We covered NVIDIA (NASDAQ:NVDA | NVDA Price Prediction)’s Q3 FY2026 results when they dropped last November, but one number buried inside that report deserves a much closer look heading into tonight’s Q4 print. It tells you something important about what NVIDIA is actually becoming.
From Chip Seller to Infrastructure Builder
The headline was the usual beat. Revenue hit $57 billion, up 62% year over year. Data Center alone brought in $51.2 billion, a record. Everyone expected big GPU numbers. What most people glossed over was the networking line.
Networking revenue grew 162% year over year to $8.2 billion. That is not a rounding error. It nearly tripled while the compute side of the Data Center business grew 56%. Networking is now growing at nearly three times the rate of the GPU business itself.

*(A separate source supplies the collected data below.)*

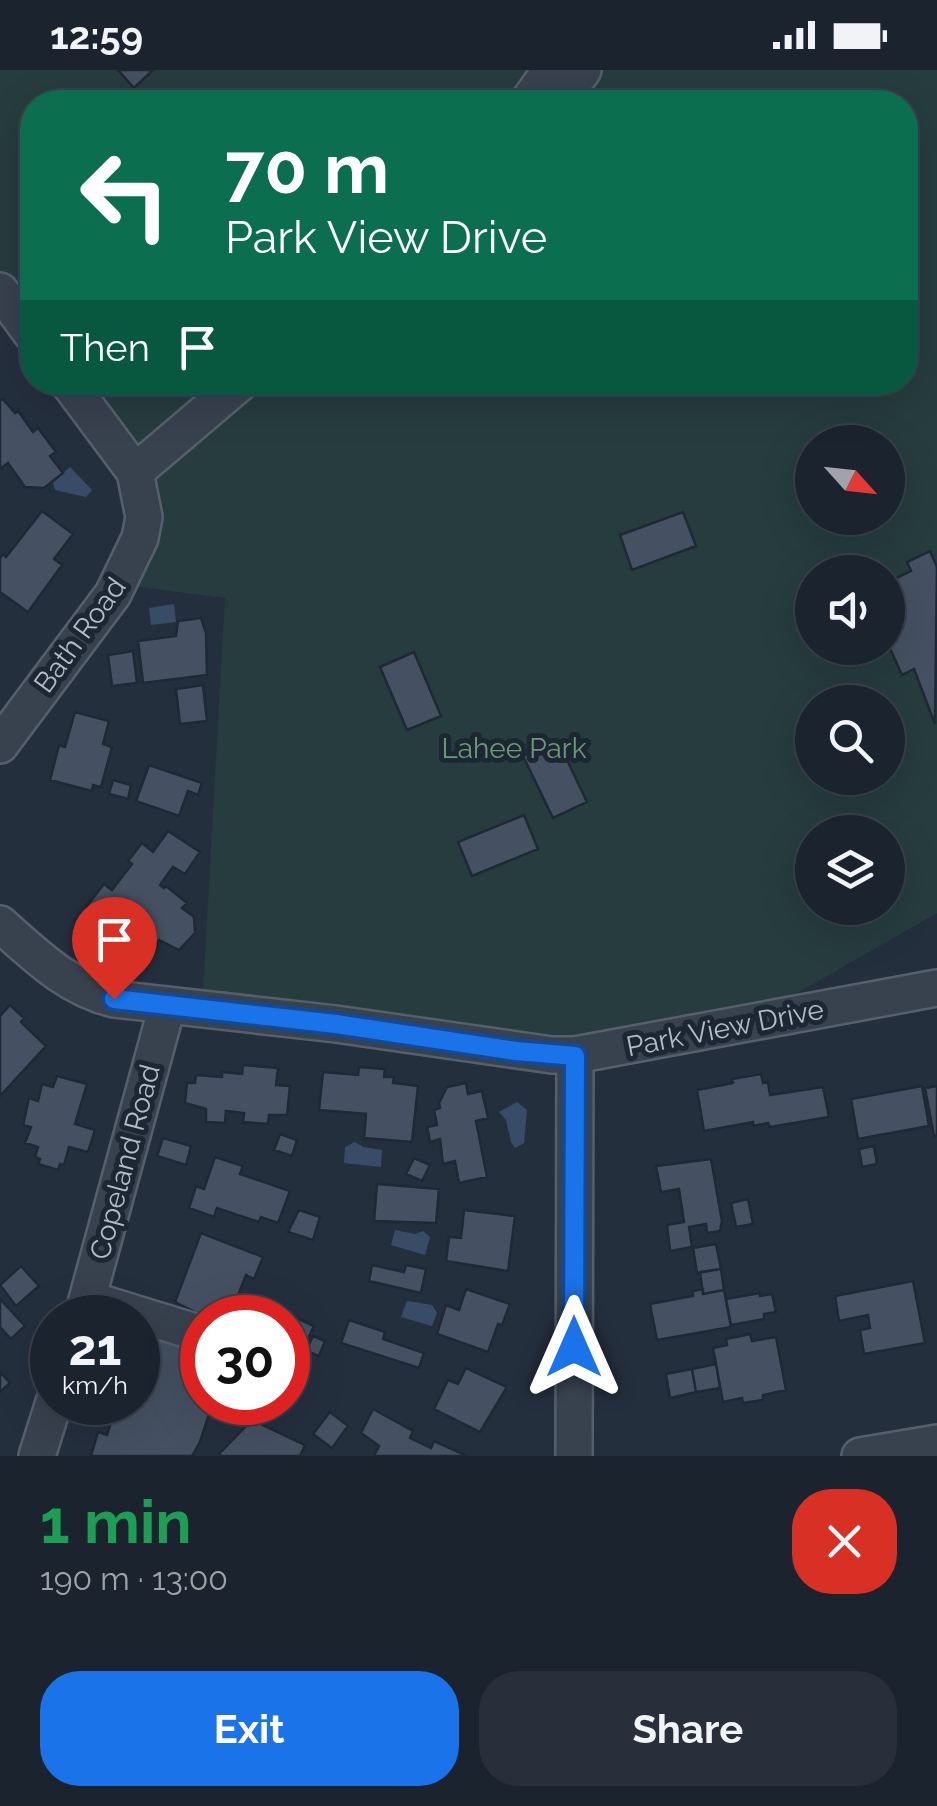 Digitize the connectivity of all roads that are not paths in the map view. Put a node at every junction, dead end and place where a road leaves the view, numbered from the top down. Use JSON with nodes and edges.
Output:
{"nodes":[{"id":1,"x":0,"y":291,"type":"edge"},
{"id":2,"x":20,"y":318,"type":"edge"},
{"id":3,"x":78,"y":395,"type":"edge"},
{"id":4,"x":226,"y":395,"type":"edge"},
{"id":5,"x":135,"y":472,"type":"junction"},
{"id":6,"x":0,"y":745,"type":"edge"},
{"id":7,"x":0,"y":924,"type":"edge"},
{"id":8,"x":937,"y":988,"type":"edge"},
{"id":9,"x":167,"y":1007,"type":"junction"},
{"id":10,"x":575,"y":1056,"type":"junction"},
{"id":11,"x":89,"y":1295,"type":"edge"},
{"id":12,"x":47,"y":1425,"type":"edge"},
{"id":13,"x":937,"y":1443,"type":"edge"},
{"id":14,"x":37,"y":1456,"type":"edge"},
{"id":15,"x":574,"y":1456,"type":"edge"},
{"id":16,"x":860,"y":1456,"type":"edge"}],
"edges":[{"from":1,"to":2,"type":"street"},
{"from":3,"to":5,"type":"street"},
{"from":4,"to":5,"type":"street"},
{"from":5,"to":6,"type":"street","name":"Bath Road"},
{"from":7,"to":9,"type":"street","name":"Park View Drive"},
{"from":8,"to":10,"type":"street","name":"Park View Drive"},
{"from":9,"to":10,"type":"street","name":"Park View Drive"},
{"from":9,"to":11,"type":"street","name":"Copeland Road"},
{"from":10,"to":15,"type":"street"},
{"from":12,"to":14,"type":"street"},
{"from":13,"to":16,"type":"street"}]}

This matters because networking is not just cables and switches. For NVIDIA, it means NVLink, InfiniBand, and Spectrum-X Ethernet. These are the systems that connect thousands of GPUs together inside the massive AI factories being built by hyperscalers and cloud providers. Without them, the GPUs cannot work at scale. NVIDIA is not just selling the engine anymore. It is selling the entire drivetrain.
The Connective Tissue Play
Think of it this way. When a hyperscaler builds a gigawatt-scale AI data center, it needs GPUs, yes. But it also needs the high-speed fabric that lets those GPUs talk to each other fast enough to train and run frontier models. That fabric is increasingly NVIDIA’s. The majority of AI deployments now include NVIDIA switches, with GPU attach rates roughly on par with InfiniBand.
CEO Jensen Huang described NVIDIA as the only company with AI scale-up, scale-out, and scale-across platforms. That is not a marketing line. It reflects a real structural shift. Customers buying GB200 and GB300 systems are buying the networking stack alongside the compute. The two are bundled into the same infrastructure purchase.
Huang put it plainly on the earnings call: “Blackwell sales are off the charts, and cloud GPUs are sold out.” But the networking growth rate suggests the stickier, longer-term story is about how deeply NVIDIA is embedding itself into AI infrastructure at every layer, not just the chip.
What to Watch Tonight
NVIDIA guided Q4 revenue to $65 billion, implying 14% sequential growth. The GPU numbers will dominate the headlines. But the signal to watch is whether networking revenue continues to outpace compute growth. If that ratio holds or widens, it confirms NVIDIA is not just riding the AI wave. It is becoming the infrastructure the wave runs on.
That is a very different business than a chip company. And it is the one thing this quarter made clear.